1 lb kiwifruit in season
3/4 lbs sugar
4 tbsp honey
1/4 wedge of freshly squeezed lemon
1/2 cup water
glass jar with lid to seal
•• Prepare the kiwifruits by peeling off the outer skins and dicing into small segments. •• Combine all the ingredients into an enameled cast iron pot. •• Slowly cook over a medium heat for approximately 45 minutes, carefully observing that the mixture does not begin to caramelize. •• Once the confiture reaches a jelly-like or paste consistency remove the pot from the heat. •• While the confiture is still hot, fill the glass jar to the very top leaving no room for air. •• Create pressure by tightly sealing the lid with the confiture still hot. •• Store at room temperature until you are ready to serve and refrigerate thereafter.••
Hard kiwifruit can be stored in the refrigerator for up to 4 months and should not come into contact with other fruits that produce ethylene gas.
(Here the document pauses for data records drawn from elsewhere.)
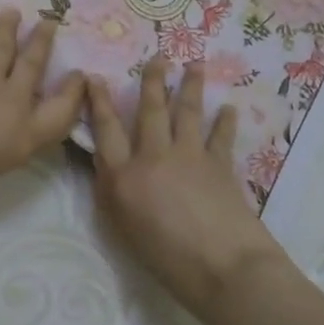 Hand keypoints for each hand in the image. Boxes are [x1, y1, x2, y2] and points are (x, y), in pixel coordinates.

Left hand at [0, 10, 85, 203]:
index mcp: (23, 137)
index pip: (63, 111)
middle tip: (50, 22)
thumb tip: (14, 118)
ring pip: (7, 42)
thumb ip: (10, 139)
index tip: (79, 75)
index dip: (75, 92)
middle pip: (36, 64)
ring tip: (14, 13)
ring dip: (12, 26)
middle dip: (44, 41)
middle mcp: (13, 101)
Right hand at [85, 56, 286, 318]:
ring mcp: (189, 156)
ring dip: (191, 86)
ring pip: (187, 112)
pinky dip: (225, 121)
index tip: (94, 77)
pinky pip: (220, 136)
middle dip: (152, 80)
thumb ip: (115, 194)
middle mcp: (154, 157)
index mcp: (124, 177)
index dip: (99, 102)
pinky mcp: (219, 164)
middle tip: (158, 56)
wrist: (224, 269)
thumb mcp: (124, 230)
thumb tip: (109, 167)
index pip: (106, 130)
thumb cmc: (167, 261)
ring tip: (194, 64)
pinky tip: (229, 108)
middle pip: (151, 110) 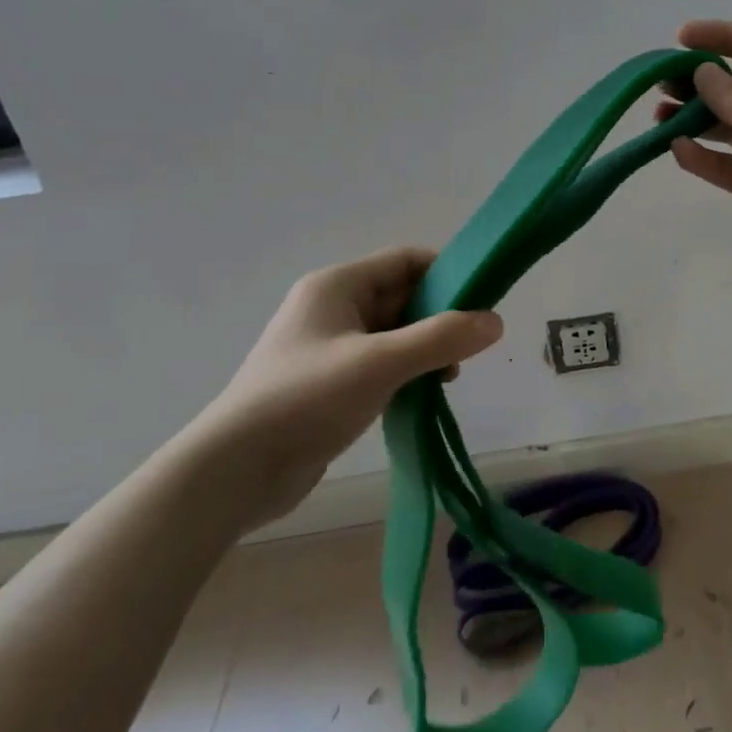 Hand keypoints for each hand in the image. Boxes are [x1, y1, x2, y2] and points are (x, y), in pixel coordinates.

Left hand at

When you are ready to begin the ripening process, keep the kiwifruits out of the sunlight and away from heat sources. To speed up the ripening process, expose the kiwifruits to ethylene gas which is naturally produced by apples, bananas and pears. For even faster results, place the kiwifruit in a paper bag along with an apple, banana or pear and store at room temperature for 1 to 2 days.